Knuth-Morris-Pratt Algorithm (KMP)
I’ve learned Knuth-Morris-Pratt Algorithm (KMP) several times. Several weeks after I learned it, if I am asked to solve the string/pattern matching problem, I only know there’s a KMP algorithm that does it efficiently at the time complexity of O(n+m). How to do it? I need to read it again. So I know I’ll need to write a post for it.
0. The Algorithm
Knuth-Morris-Pratt algorithm is named after the three computer scientists who discovered the algorithm. It is an efficient algorithm to solve pattern matching problems. In this post, we’ll just use string matching to illustrate.
Let’s say you have a string “ababaca” of length M, and you want to find whether the string appears in a text “bacbababaabcbab” of length N.
0.1 The Naive Method
It’s easy to come out a naive method with two nested loops. We simply start search at each position of the text, and see if the next M characters match the pattern. If there’s a mismatch, we simply move to next position.
You can refer to 1.1 for C implementation of the naive method.
0.2 KMP
The KMP algorithm makes use of the information in a matching sub-pattern of a mismatch. This is illustrated as below,
| Pattern | a | b | a | b | a | c | a | |
| Text | bacb | a | b | a | b | a | a | abcbab |
When the second mismatch in the example above happens, we have matched the first 5 chars and reached the 10th char of the text. We know the first 5 chars of the pattern is “ababa” and the last 6 chars we scanned in the text is “ababaX”, where X is not “a”. KMP made use of this information to move the pattern.
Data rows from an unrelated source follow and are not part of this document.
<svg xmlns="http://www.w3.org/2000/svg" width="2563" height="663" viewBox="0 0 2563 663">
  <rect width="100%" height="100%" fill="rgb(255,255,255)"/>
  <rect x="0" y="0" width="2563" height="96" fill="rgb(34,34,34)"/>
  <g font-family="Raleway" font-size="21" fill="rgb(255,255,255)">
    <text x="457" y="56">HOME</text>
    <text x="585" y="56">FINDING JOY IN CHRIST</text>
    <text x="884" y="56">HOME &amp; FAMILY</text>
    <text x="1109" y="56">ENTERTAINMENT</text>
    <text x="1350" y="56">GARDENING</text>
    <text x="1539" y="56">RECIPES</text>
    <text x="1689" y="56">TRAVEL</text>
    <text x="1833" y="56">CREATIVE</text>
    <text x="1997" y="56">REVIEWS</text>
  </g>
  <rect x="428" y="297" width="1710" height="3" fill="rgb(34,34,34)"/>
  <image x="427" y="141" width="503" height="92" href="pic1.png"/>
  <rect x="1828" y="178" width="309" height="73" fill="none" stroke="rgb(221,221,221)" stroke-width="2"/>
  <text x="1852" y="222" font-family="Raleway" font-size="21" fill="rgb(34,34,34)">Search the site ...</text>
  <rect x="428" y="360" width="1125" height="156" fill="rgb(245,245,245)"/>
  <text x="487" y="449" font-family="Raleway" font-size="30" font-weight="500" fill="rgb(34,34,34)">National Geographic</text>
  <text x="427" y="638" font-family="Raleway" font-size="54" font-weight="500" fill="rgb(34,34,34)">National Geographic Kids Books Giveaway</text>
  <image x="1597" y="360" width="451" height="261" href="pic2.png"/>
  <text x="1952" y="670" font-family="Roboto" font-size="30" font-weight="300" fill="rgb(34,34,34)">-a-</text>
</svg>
| Pattern | a | b | a | b | a | c | a | |
| Text | bacbab | a | b | a | a* | abcbab |
It can be observed that after the move, the suffix “aba” of the previous matched sub-pattern “ababa” matches the prefix of the same sub-pattern (Note that “a” also satisfies the condition, but “aba” is the longest). And the next matching search can start at “a*” position.
In fact, KMP preprocess the pattern to get the length of the longest prefix in the sub-pattern that matches a suffix in the same sub-pattern. The number of steps to jump is then decided according to the following
No. of steps to jump = max(1, length of matched sub-pattern in mismatch – preprocessed
value corresponding to the last matched position)
For a detailed discussion of the preprocessing, please refer here.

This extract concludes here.